Grease accounts for two-thirds of our sewer blockages and overflows. Whether it's an 8-inch residential line or a 3-foot sewer main, grease can build up and block them all.
As a community, the responsibility to be conscientious of what we put down the drain falls on all of us. We are all responsible for maintaining our water and wastewater lines whether physically or financially.
You might think it's just a little cooking grease or oil. Just run hot water to dump it down the drain, right? The problem is that even though you use hot water, it may go down your drain, but when it joins wastewater from your neighbors, the grease floats on top of the water and sticks to the pipes as it makes its way downstream.
It can also get caught on other globs of grease and food. These blockages may go unnoticed for months because they're not fully closed off... maybe they're just partially blocked. But when we hit a time when we need peak flow in the sewer system, the pipes can't handle the volume. Then all that water gets stopped up and starts to backflow wherever it can. It may even back up into your house.
Grease is a problem all over the city but our biggest problem areas are Downtown, the East Side, Northwest Side and the West Side.
No matter how good or advanced the treatment system is, it's not going to stop grease and other debris from getting stuck.
Because even if isn't your house it may be your neighbor's house. Just because you personally haven't experienced an overflow doesn't mean it can't affect you.
Grease can also cause sewage to back into neighborhood streets, even into your home — remember anywhere water can get out it will.
It's also an issue of cost.
Ahoskie has crews that head out every day with pressure washers and cameras to do routine maintenance and make sure the sewer pipes are able to work properly. But emergencies require extra manpower and other resources, especially if pipe repair or replacement is needed. Construction isn't cheap and Ahoskie is already doing a lot of work to maintain and replace our aging sewer infrastructure.
We are working with restaurants and businesses who prepare food as a part of their daily routine.
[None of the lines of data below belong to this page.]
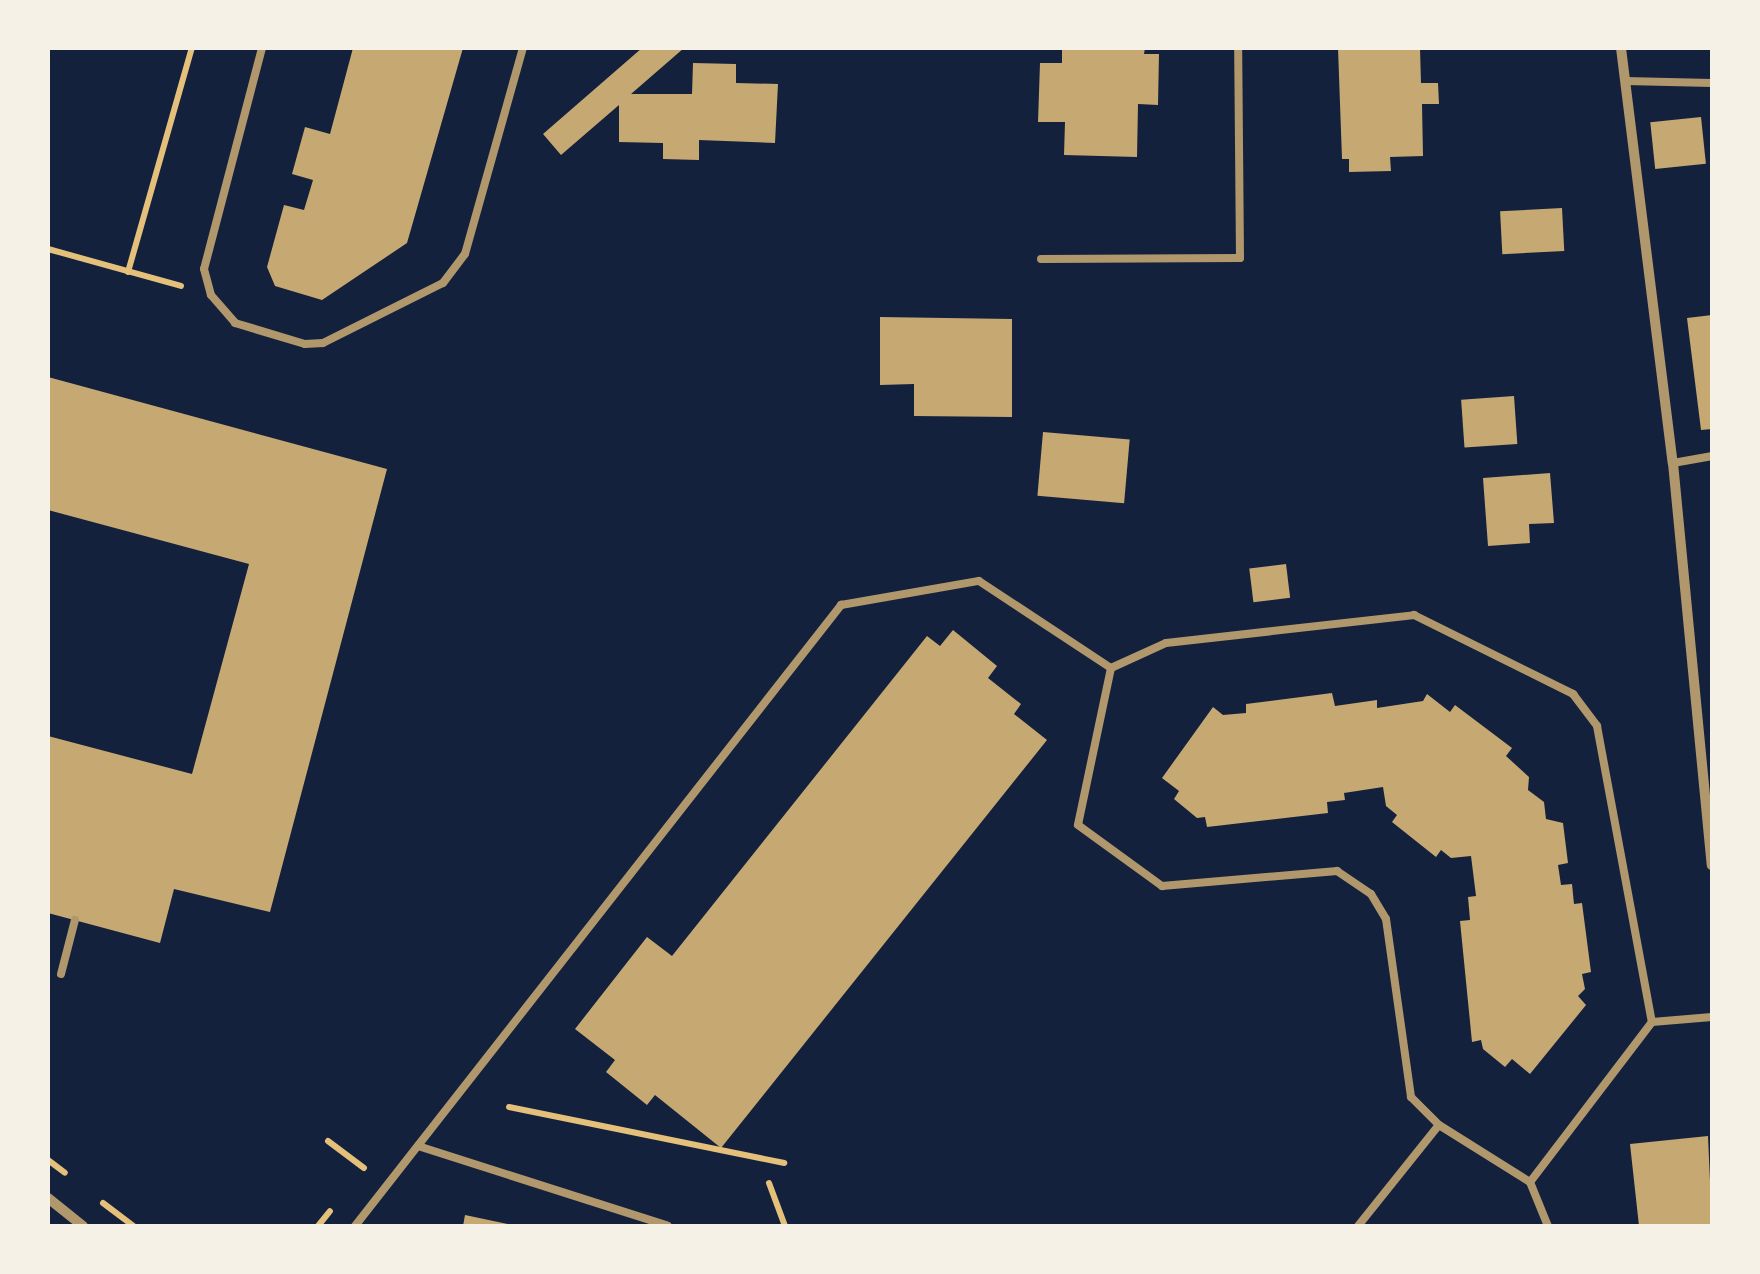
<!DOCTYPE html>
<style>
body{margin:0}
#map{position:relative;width:1760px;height:1274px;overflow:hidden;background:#14213d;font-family:Overpass,sans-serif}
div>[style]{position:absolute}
.building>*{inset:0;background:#c6a872;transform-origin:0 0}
.path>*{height:6px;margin:-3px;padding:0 3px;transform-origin:3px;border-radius:3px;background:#e5c07b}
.service>*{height:8px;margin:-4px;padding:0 4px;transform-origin:4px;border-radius:4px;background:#b1986c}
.minor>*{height:10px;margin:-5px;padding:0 5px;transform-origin:5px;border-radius:5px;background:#b1986c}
span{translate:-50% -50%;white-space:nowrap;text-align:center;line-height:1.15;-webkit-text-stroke:9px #f6f1e7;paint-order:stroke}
.frame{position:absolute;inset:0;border:50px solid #f6f1e7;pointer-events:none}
</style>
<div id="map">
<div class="building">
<div style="clip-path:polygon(353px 48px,463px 48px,407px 243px,322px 300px,275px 286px,267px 267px,284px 205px,304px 210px,313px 180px,292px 174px,305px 127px,330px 134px)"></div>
<div style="clip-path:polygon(642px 48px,684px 48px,631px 94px,692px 94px,693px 63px,736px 64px,736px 83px,778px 84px,775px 143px,699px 140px,699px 160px,663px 159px,663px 143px,619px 142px,619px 105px,561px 155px,543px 134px)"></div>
<div style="clip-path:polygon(1062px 48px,1145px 48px,1144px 54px,1159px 54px,1158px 105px,1138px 104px,1137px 157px,1064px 155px,1065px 122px,1038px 122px,1040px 63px,1062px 63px)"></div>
<div style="clip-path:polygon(1338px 48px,1420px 48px,1421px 83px,1438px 83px,1439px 104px,1422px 104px,1423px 156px,1390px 157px,1391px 171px,1349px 172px,1349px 159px,1342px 159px)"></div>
<div style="left:1701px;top:117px;width:47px;height:51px;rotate:84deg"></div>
<div style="left:1562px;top:208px;width:43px;height:62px;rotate:87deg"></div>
<div style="clip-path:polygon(1712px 315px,1712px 429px,1701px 430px,1687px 318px)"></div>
<div style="clip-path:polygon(880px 317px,1012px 319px,1012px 417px,914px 416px,914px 384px,880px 385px)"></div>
<div style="clip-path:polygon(48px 377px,387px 469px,270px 912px,174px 889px,160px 943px,48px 913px,48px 736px,192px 774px,249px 564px,48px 510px)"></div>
<div style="left:1514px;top:396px;width:48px;height:53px;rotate:86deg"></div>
<div style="left:1043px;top:432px;width:87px;height:64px;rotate:5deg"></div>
<div style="clip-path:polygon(1550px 473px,1554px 523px,1529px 524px,1530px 543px,1488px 546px,1483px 478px)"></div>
<div style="left:1286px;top:564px;width:34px;height:37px;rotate:83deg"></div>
<div style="clip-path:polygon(953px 630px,997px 666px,988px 678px,1021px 704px,1014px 714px,1047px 740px,721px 1148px,655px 1095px,647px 1105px,606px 1072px,615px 1060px,575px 1029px,647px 937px,672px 956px,927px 636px,940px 646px)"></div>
<div style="clip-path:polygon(1332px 693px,1335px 706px,1377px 700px,1377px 708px,1423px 701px,1427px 694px,1450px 712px,1455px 705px,1512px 748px,1506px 756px,1529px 777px,1528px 790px,1544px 802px,1546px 819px,1563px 823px,1568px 863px,1558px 865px,1561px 885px,1572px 884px,1574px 904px,1582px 903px,1591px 972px,1582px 974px,1585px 989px,1578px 996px,1586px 1005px,1530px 1074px,1512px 1059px,1505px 1067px,1483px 1049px,1481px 1040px,1472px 1042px,1460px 921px,1470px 920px,1468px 897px,1476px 896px,1471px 856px,1451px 858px,1441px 850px,1436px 857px,1392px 822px,1397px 815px,1386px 806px,1383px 787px,1344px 793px,1345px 800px,1327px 802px,1328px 813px,1207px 827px,1205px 817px,1197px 818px,1174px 799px,1179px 791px,1162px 778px,1213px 707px,1223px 715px,1246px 713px,1246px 704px)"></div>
<div style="clip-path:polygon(1708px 1136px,1712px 1226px,1639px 1226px,1630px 1144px)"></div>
<div style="clip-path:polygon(465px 1215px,513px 1225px,513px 1226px,463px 1226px)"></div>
</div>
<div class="path">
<div style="left:48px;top:249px;width:138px;rotate:15.5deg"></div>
<div style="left:128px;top:272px;width:233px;rotate:-74.1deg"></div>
<div style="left:509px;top:1107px;width:281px;rotate:11.5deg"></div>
<div style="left:328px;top:1141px;width:45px;rotate:36.9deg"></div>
<div style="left:48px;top:1160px;width:21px;rotate:37deg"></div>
<div style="left:769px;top:1183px;width:46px;rotate:69.6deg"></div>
<div style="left:103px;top:1203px;width:38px;rotate:37deg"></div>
<div style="left:318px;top:1226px;width:19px;rotate:-51deg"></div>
</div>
<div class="service">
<div style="left:262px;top:48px;width:228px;rotate:104.7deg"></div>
<div style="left:204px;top:269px;width:27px;rotate:75deg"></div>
<div style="left:211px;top:295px;width:37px;rotate:49deg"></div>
<div style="left:235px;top:323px;width:73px;rotate:16.7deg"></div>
<div style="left:305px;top:344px;width:18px;rotate:-3deg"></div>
<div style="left:323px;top:343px;width:134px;rotate:-26.6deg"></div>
<div style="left:443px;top:283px;width:36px;rotate:-53deg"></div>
<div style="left:465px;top:254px;width:214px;rotate:-74.3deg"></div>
<div style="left:1625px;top:81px;width:87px;rotate:1.3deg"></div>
<div style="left:1041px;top:259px;width:199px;rotate:-0.3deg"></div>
<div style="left:1240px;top:258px;width:210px;rotate:-90.5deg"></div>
<div style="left:1673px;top:463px;width:40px;rotate:-10deg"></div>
<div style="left:1111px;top:668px;width:60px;rotate:-24.4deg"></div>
<div style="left:1166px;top:643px;width:250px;rotate:-6.4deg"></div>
<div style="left:1414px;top:615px;width:178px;rotate:26.4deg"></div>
<div style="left:1573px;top:694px;width:40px;rotate:53deg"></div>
<div style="left:1597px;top:726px;width:301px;rotate:79.5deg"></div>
<div style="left:1652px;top:1022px;width:201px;rotate:127.3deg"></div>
<div style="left:1111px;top:668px;width:160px;rotate:101.9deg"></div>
<div style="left:1078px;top:825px;width:104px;rotate:36deg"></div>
<div style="left:1162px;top:886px;width:176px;rotate:-4.9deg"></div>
<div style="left:1337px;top:871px;width:41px;rotate:34.1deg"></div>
<div style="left:1371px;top:894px;width:29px;rotate:59deg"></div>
<div style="left:1386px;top:919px;width:180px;rotate:82deg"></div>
<div style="left:1411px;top:1097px;width:40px;rotate:45deg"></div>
<div style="left:1439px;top:1125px;width:107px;rotate:32.1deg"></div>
<div style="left:1530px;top:1182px;width:48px;rotate:67.8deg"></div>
<div style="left:61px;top:974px;width:56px;rotate:-75.5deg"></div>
<div style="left:1652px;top:1022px;width:60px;rotate:-4.8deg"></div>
<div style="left:418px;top:1146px;width:262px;rotate:17.7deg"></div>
<div style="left:355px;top:1226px;width:789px;rotate:-51.95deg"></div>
<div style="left:841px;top:605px;width:140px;rotate:-9.9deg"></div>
<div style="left:979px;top:581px;width:158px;rotate:33.4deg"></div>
<div style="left:1358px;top:1226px;width:129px;rotate:-51.3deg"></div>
</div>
<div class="minor">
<div style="left:1621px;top:48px;width:418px;rotate:82.9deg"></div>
<div style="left:1673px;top:463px;width:404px;rotate:84.5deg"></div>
<div style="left:48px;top:1198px;width:45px;rotate:38.7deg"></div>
</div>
<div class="frame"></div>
</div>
Restaurants and other commercial food preparation companies are required by law to use grease traps and properly dispose of oil and grease products in an approved container. If they don't, they can be fined and have legal action brought against them. Ahoskie is working with businesses in the food and restaurant industry to keep owners and employees up-to-date on proper grease disposal.
Grease is more than just oil or melted butter. It also comes from dairy foods like whole milk. It's in the goo that you pour out of the top of your canned goods after opening them. It's peanut butter, fried foods or leftovers that get chopped up in your garbage disposal, salad dressing, cooking lard for baking, even frosting on cake. If it contains fats of any kind, those fats will be released as it decomposes and clog up our pipes.
Use a disposable container to get rid of cooled grease and fats. Make sure you use some sort of container that won't melt or deteriorate. Keep it by or under your sink so it's handy when you're cleaning up.
One of the best things you can do is educate your children, friends, family and co-workers about the importance of grease disposal.